── THE DATA ──

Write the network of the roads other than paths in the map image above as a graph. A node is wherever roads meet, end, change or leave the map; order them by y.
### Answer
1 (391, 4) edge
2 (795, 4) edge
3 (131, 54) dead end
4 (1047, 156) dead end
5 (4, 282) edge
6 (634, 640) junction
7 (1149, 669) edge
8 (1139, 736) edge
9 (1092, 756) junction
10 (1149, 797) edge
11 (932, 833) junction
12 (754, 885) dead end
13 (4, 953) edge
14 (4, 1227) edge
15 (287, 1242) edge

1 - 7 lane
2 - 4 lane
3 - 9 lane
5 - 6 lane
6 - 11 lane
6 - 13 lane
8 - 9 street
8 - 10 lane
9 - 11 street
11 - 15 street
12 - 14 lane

───
── THE DATA ──

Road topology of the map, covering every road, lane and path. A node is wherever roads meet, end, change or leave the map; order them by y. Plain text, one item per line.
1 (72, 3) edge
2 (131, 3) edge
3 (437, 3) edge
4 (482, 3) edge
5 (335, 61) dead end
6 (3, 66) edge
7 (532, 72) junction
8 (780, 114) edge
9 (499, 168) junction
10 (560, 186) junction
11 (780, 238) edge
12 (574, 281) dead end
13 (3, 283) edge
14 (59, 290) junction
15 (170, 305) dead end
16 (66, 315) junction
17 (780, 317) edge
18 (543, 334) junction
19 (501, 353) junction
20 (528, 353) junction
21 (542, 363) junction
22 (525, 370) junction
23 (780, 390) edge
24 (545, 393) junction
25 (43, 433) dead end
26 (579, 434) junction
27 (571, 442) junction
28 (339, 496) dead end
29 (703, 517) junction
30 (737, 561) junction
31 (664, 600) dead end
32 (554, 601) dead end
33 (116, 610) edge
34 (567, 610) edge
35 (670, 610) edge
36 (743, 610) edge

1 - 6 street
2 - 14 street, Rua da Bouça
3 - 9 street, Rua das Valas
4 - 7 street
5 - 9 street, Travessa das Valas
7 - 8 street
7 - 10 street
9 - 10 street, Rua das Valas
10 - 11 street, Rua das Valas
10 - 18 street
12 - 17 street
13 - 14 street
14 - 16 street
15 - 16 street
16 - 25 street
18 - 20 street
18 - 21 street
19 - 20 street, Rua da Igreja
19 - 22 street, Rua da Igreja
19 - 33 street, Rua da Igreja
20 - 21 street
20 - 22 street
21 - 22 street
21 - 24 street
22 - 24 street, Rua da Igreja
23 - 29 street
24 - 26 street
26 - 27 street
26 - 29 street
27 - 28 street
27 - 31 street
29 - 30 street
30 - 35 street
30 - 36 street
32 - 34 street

───
── THE DATA ──

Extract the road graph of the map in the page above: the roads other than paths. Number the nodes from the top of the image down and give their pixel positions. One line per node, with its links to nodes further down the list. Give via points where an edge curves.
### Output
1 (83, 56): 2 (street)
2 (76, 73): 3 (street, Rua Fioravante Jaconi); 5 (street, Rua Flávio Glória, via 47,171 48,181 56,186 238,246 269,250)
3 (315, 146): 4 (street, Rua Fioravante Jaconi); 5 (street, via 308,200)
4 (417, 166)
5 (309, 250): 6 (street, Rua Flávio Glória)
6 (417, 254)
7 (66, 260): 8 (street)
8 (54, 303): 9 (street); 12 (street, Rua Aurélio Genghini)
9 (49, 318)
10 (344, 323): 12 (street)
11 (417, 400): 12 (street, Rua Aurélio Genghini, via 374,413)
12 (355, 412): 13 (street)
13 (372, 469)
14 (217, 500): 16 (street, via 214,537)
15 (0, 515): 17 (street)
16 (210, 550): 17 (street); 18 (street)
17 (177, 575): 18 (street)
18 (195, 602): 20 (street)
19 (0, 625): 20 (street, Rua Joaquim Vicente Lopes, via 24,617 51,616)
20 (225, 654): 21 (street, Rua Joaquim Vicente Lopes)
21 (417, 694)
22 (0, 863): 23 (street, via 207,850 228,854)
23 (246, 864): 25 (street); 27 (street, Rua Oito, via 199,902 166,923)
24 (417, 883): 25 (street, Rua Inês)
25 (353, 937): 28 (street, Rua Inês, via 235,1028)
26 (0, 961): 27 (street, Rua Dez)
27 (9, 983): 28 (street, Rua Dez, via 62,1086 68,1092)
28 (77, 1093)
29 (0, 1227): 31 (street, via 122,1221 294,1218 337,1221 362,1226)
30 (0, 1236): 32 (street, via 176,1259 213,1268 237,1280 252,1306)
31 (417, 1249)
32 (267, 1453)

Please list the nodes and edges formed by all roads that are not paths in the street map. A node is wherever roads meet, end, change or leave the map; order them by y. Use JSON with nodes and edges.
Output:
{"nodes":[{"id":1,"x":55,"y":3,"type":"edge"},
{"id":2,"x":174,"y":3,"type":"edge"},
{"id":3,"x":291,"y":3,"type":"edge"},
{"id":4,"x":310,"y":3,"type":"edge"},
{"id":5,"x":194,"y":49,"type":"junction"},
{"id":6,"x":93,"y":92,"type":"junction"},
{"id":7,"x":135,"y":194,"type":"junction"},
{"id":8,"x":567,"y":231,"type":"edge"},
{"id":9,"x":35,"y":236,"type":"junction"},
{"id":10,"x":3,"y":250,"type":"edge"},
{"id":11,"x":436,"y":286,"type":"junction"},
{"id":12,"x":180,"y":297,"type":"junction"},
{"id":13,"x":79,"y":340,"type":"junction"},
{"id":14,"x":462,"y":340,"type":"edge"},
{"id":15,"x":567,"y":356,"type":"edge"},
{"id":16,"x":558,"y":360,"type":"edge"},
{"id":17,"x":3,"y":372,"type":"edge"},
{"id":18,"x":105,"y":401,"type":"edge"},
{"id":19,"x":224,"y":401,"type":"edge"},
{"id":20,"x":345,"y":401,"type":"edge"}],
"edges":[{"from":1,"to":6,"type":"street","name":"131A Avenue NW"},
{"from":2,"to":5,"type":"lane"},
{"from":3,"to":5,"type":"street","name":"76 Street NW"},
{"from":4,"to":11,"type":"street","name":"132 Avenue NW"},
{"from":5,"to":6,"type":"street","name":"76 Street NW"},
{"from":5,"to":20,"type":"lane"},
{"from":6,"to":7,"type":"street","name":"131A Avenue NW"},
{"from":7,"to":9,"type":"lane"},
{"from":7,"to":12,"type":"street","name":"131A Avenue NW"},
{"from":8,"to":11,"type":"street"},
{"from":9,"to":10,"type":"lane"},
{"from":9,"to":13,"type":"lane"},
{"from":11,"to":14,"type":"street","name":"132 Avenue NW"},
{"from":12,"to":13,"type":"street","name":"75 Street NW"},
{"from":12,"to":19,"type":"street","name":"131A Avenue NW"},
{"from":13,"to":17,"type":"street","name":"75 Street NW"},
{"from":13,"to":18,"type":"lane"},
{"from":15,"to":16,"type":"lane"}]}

───

**EXERCISE GOAL**
Show the lines of the records that include the string "than".

**FINAL ANSWER**
Write the network of the roads other than paths in the map image above as a graph. A node is wherever roads meet, end, change or leave the map; order them by y.
Extract the road graph of the map in the page above: the roads other than paths. Number the nodes from the top of the image down and give their pixel positions. One line per node, with its links to nodes further down the list. Give via points where an edge curves.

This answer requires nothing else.